What is a correct concurrent program and how can it be validated ?

A correct concurrent program must satisfy two classes of property : safety and liveness.

Safety properties assert that nothing "bad" will ever happen during an execution (that is, the program will never enter a "bad" state). Examples of safety property are the respect of mutual exclusion, the denial of placing a new item in a full buffer, the freedom from deadlock, the insurance that all dynamically allocated resources will return to the resource allocator (i.e., the number of dynamic resources remain constant).

Liveness properties assert that something "good" will eventually happen during the execution (that is, the program will eventually enter a "good" state) Examples of liveness property are the absence of livelock, fairness, absence of indefinite postponement or starvation.

Owing to its advantages (such as design clarity, reactive facilities, distribution ability, scaling capabilities,...), concurrent programming is growing more and more in importance, and appears in a wide range of applications, even for applications needing a high degree of safety. However, the application behavior induced by concurrency is intrinsically difficult to validate.

Traditional methods, using specifications or tests, do not give full satisfaction. Specifications are often situated at a too high level of view and thus far from the final details of the source code and/or of the target platform, which can induce huge behavior modifications. Exhaustively testing is a long, tiresome process and it is often very difficult to reproduce the concurrent execution which leads to the error. Moreover testing gives only probabilistic results that depend of the coverage of the implemented tests. These experienced drawbacks, due to the indeterminism inherent to concurrency, push engineers to limit the use of concurrency, and thus unfortunately to limit also the facilities that concurrency provides.

Another approach consists in using the source code as the source formalism and to elaborate from it a model on which properties can be validated. Alike a compiler that builds a syntactic tree which allows to verify the program syntax before generating the code, this method builds a model which allows to verify the semantic of concurrency of the program before running it.

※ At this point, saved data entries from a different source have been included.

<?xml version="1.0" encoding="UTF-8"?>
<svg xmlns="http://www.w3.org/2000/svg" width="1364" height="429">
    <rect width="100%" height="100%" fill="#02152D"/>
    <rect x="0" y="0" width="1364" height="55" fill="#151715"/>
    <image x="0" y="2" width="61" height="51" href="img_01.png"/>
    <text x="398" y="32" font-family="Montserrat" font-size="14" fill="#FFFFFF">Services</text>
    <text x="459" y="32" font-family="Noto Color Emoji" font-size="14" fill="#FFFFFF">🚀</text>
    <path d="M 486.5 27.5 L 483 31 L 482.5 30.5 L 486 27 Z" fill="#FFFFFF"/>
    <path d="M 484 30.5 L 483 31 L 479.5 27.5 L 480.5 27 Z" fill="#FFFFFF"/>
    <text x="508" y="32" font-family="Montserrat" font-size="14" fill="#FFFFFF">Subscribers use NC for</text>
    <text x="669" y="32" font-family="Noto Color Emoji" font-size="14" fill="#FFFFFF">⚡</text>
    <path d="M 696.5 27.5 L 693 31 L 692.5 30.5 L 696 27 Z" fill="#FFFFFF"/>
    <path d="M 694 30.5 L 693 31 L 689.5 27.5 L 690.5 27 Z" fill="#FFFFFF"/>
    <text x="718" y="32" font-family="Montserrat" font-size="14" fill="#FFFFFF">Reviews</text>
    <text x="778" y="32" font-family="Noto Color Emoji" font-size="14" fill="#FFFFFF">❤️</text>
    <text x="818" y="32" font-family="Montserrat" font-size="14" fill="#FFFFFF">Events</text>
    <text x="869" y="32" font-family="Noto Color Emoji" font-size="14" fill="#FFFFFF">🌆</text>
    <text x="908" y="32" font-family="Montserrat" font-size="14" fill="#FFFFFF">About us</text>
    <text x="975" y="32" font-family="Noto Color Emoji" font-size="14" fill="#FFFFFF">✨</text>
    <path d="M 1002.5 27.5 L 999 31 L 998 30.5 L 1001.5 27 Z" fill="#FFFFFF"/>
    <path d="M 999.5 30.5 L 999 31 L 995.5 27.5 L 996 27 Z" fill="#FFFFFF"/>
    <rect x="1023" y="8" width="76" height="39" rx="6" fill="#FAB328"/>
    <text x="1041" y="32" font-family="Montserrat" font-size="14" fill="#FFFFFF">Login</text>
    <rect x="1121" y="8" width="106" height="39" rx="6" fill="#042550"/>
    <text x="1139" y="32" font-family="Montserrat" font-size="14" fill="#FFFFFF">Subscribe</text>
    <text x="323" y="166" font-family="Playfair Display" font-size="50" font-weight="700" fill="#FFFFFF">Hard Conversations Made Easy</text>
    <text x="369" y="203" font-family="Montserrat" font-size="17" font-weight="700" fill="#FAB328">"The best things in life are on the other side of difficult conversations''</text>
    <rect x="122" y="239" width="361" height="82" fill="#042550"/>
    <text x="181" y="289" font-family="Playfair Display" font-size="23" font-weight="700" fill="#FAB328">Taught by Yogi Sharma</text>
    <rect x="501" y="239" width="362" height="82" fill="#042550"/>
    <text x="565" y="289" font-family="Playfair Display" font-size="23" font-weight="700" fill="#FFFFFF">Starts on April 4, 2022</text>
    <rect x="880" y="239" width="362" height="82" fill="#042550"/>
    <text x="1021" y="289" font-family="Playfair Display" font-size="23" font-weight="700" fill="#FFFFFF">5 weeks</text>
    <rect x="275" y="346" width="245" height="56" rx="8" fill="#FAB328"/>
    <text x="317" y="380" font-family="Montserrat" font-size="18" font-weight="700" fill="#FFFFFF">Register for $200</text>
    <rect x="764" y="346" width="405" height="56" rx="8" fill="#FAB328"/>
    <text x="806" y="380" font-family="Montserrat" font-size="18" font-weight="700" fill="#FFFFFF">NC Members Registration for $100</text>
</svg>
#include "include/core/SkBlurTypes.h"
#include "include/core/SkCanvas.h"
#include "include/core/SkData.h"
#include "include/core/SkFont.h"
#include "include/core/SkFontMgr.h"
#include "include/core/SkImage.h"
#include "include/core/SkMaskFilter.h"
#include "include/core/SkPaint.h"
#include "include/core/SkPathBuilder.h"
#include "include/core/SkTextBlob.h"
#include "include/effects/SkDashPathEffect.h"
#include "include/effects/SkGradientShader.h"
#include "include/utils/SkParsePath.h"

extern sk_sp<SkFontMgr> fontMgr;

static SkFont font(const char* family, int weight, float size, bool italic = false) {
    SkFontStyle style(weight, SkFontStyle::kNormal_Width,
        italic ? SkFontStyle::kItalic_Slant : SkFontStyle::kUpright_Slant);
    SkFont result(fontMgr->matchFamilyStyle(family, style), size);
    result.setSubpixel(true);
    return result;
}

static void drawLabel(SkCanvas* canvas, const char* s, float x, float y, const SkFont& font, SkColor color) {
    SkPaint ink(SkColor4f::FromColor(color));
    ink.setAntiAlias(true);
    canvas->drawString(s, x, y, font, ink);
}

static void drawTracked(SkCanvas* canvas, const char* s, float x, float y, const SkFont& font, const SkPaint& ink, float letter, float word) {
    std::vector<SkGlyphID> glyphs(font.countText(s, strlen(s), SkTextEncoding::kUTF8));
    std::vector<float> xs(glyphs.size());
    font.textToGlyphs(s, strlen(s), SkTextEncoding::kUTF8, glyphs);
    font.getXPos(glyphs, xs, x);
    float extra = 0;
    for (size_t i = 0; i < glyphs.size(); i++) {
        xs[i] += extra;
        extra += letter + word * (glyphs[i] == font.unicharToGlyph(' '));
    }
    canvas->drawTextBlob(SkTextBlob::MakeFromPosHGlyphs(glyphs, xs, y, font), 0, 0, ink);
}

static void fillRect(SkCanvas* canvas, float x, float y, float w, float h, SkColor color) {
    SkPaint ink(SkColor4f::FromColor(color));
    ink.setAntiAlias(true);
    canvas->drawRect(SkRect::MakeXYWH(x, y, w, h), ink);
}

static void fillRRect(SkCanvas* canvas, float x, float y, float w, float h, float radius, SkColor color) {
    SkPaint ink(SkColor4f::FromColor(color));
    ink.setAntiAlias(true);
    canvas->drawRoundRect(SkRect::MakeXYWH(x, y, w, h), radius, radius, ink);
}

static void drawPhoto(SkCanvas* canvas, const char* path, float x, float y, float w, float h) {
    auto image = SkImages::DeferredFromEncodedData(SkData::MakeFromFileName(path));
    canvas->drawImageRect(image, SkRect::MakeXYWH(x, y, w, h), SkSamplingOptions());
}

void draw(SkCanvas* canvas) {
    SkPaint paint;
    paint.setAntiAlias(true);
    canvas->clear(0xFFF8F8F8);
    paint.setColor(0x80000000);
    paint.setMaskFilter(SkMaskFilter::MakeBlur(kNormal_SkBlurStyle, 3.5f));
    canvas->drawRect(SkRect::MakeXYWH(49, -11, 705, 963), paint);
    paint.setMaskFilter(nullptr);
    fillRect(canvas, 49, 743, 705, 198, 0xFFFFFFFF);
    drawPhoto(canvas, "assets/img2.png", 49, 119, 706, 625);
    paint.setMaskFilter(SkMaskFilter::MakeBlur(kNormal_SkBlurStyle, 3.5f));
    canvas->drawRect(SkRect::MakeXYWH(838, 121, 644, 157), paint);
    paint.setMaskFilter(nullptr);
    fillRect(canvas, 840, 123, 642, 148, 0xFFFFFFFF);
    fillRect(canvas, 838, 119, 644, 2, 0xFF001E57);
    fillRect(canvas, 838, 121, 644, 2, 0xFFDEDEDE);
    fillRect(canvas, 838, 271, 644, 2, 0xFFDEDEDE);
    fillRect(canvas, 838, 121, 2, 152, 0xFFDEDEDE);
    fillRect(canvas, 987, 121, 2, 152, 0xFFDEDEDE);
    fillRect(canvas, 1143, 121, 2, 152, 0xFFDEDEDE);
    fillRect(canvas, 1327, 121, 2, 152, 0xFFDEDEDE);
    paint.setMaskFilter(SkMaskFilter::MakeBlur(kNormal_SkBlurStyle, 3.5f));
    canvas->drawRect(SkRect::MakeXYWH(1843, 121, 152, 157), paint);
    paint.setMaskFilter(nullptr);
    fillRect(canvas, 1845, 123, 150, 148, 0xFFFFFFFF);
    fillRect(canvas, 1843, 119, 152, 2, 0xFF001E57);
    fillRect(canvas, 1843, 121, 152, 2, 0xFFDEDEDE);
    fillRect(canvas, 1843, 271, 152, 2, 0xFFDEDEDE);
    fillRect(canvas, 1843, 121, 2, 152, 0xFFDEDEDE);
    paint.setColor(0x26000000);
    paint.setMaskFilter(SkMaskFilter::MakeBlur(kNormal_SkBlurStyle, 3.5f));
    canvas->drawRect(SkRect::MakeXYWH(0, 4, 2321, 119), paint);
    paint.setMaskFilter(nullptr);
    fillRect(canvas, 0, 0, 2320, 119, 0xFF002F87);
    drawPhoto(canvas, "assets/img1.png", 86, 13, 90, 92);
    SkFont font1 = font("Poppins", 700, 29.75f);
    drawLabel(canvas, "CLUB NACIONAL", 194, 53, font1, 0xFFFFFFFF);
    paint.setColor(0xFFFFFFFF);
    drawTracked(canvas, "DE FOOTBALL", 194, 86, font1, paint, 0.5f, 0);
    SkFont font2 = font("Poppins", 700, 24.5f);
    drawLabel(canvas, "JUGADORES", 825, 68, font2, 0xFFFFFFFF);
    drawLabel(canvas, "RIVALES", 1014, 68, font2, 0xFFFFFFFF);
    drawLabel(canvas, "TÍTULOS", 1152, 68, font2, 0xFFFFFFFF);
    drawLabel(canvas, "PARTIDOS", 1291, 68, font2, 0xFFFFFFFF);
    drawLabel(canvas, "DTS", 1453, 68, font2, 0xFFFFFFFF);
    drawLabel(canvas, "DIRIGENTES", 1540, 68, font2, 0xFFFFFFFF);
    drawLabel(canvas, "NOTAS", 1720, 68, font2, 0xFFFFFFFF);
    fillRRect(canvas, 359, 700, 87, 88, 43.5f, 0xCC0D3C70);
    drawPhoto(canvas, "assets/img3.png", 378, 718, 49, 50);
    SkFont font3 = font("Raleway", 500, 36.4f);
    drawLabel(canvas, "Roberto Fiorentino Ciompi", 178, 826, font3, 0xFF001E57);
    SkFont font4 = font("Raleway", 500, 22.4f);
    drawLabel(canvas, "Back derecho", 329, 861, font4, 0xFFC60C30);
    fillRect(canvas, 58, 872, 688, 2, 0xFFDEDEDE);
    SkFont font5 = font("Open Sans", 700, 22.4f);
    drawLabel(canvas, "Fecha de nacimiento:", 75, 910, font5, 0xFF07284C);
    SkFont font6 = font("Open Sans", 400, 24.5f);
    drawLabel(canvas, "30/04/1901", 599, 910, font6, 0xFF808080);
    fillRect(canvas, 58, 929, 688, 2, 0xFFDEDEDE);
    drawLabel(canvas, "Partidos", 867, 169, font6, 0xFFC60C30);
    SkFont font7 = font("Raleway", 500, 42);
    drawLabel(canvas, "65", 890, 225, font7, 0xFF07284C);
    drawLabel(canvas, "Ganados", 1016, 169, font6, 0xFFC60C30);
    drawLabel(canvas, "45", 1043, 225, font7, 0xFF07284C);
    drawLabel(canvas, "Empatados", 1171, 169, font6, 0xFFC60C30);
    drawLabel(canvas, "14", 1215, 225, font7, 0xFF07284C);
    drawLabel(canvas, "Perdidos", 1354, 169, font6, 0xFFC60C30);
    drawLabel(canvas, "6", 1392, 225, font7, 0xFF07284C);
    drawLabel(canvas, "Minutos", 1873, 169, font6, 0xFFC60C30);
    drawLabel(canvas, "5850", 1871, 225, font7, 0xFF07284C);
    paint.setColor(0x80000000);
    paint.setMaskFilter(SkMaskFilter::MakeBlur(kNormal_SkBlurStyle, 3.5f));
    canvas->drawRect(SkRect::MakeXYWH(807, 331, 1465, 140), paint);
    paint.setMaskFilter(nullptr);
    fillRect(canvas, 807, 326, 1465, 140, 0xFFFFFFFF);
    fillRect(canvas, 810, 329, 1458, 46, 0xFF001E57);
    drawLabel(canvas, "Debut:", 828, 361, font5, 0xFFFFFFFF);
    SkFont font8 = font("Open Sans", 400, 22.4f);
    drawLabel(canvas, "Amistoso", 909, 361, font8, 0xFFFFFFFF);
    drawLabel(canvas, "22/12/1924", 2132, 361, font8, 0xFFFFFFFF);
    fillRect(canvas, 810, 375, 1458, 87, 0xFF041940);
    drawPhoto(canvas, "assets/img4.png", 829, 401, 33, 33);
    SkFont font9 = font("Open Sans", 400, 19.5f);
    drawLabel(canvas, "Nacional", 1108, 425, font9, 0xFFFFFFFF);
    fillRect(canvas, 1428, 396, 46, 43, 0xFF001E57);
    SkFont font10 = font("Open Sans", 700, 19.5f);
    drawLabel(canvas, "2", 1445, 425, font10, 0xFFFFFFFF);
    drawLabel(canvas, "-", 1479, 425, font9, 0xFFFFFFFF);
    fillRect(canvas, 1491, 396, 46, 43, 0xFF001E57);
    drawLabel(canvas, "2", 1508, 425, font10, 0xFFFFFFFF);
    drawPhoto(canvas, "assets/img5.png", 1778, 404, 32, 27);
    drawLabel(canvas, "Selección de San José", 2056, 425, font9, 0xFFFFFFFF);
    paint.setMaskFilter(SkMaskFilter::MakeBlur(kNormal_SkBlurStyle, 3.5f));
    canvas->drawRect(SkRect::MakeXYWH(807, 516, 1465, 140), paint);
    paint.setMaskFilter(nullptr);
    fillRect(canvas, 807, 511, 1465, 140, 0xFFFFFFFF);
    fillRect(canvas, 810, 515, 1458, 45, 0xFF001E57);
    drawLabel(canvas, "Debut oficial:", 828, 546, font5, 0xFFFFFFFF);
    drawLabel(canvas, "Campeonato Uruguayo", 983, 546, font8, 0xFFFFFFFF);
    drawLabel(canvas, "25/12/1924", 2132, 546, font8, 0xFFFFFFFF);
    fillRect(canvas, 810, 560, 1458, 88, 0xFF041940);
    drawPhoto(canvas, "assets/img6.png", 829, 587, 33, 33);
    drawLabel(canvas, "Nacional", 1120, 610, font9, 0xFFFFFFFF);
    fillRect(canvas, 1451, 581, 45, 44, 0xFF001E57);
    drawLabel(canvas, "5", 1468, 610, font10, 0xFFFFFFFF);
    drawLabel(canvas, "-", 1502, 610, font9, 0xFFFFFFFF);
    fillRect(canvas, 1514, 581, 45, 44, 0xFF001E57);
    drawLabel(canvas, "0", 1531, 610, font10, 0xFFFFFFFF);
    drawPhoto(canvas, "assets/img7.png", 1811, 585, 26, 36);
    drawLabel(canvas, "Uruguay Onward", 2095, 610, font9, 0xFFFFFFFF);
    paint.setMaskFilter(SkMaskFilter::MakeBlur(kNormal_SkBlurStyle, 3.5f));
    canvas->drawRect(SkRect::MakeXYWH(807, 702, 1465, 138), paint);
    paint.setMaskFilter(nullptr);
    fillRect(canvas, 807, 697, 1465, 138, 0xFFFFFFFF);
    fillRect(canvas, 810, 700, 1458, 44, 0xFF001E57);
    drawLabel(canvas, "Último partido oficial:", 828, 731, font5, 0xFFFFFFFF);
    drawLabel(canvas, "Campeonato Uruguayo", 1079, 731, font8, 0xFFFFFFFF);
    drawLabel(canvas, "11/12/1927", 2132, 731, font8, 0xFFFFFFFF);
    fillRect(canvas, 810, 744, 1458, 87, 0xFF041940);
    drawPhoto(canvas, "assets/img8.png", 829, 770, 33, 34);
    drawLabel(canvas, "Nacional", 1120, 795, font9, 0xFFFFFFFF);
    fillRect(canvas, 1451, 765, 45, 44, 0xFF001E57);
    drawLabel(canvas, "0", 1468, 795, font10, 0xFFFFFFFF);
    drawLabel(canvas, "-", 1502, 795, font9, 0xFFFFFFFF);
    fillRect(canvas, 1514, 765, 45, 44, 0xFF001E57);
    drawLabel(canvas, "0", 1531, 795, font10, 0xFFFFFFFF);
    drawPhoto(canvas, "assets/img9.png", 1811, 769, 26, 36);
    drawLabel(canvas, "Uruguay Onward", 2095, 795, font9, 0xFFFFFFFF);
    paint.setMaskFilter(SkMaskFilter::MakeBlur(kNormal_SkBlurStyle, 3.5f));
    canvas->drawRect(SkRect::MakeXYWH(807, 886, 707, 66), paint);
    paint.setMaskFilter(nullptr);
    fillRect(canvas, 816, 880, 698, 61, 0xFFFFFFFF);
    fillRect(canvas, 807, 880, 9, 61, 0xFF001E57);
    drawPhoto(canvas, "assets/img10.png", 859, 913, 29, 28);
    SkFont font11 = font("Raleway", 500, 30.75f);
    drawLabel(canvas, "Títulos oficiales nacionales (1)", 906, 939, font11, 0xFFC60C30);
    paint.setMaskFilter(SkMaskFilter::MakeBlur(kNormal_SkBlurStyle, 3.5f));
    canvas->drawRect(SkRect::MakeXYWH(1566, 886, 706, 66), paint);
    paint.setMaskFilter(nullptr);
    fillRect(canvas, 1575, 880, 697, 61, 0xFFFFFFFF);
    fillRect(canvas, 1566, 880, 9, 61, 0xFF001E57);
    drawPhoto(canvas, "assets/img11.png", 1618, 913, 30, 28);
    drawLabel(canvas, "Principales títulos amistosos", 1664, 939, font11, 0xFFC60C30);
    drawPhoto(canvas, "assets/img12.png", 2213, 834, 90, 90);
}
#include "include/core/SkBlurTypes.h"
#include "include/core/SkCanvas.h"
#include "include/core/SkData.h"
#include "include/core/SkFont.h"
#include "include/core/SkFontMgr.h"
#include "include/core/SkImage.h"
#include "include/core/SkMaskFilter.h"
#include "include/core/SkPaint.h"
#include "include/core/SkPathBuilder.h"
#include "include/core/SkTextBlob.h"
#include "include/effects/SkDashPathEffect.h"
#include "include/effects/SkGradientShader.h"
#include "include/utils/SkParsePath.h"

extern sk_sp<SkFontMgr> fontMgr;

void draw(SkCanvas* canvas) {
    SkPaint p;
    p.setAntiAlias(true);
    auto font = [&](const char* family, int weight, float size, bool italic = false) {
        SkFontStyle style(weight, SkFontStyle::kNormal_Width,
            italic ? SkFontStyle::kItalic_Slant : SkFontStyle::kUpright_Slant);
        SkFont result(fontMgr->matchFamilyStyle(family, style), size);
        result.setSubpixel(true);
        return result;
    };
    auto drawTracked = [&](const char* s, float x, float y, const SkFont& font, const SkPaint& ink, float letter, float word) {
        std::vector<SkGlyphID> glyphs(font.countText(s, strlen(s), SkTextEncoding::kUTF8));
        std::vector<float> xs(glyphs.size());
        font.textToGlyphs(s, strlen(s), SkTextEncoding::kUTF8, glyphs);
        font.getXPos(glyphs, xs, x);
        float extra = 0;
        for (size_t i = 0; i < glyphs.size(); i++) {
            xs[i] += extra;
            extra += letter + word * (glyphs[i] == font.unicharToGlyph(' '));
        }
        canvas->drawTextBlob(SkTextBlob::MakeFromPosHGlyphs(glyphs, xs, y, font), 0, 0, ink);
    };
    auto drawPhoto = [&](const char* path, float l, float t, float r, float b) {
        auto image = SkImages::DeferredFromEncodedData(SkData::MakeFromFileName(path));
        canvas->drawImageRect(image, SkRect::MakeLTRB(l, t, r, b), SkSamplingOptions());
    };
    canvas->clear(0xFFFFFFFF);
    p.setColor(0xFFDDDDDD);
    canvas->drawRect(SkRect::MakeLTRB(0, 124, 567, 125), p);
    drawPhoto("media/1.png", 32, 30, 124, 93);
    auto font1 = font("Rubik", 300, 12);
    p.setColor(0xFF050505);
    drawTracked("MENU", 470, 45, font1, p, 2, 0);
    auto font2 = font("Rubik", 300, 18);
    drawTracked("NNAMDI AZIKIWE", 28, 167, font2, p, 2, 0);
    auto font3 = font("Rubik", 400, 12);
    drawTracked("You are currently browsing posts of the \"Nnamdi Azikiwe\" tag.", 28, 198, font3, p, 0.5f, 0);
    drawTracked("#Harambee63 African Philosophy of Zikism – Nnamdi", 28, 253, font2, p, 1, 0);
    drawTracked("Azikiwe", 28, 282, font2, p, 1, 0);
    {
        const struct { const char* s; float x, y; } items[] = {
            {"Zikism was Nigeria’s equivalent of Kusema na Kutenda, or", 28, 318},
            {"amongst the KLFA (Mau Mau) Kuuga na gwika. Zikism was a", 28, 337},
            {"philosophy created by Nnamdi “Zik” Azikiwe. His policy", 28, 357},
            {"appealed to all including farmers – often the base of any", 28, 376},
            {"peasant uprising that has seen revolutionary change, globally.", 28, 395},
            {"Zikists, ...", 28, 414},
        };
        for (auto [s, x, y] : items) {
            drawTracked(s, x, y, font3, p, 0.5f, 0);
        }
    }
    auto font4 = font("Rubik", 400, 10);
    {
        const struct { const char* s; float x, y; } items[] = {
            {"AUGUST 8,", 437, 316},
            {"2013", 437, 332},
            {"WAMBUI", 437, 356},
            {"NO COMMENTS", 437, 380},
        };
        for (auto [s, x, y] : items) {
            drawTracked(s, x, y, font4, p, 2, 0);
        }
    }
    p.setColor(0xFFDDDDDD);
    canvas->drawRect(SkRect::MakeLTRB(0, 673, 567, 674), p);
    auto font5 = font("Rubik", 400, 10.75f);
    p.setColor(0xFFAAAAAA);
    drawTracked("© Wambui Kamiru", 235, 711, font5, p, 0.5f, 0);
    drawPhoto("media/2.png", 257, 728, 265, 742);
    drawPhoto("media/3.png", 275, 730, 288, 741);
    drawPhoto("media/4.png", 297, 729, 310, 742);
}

This approach bears also additional advantages. There is not necessary to transcribe the application in a different language for specification, validation or testing purposes, and this avoids transcription errors or semantic loss. The approach is also usable for analyzing the full and final application program after linking all its imported components. This is very important when the checked properties, like absence of deadlock, are global properties which are not decomposable and which cannot be proven by parts.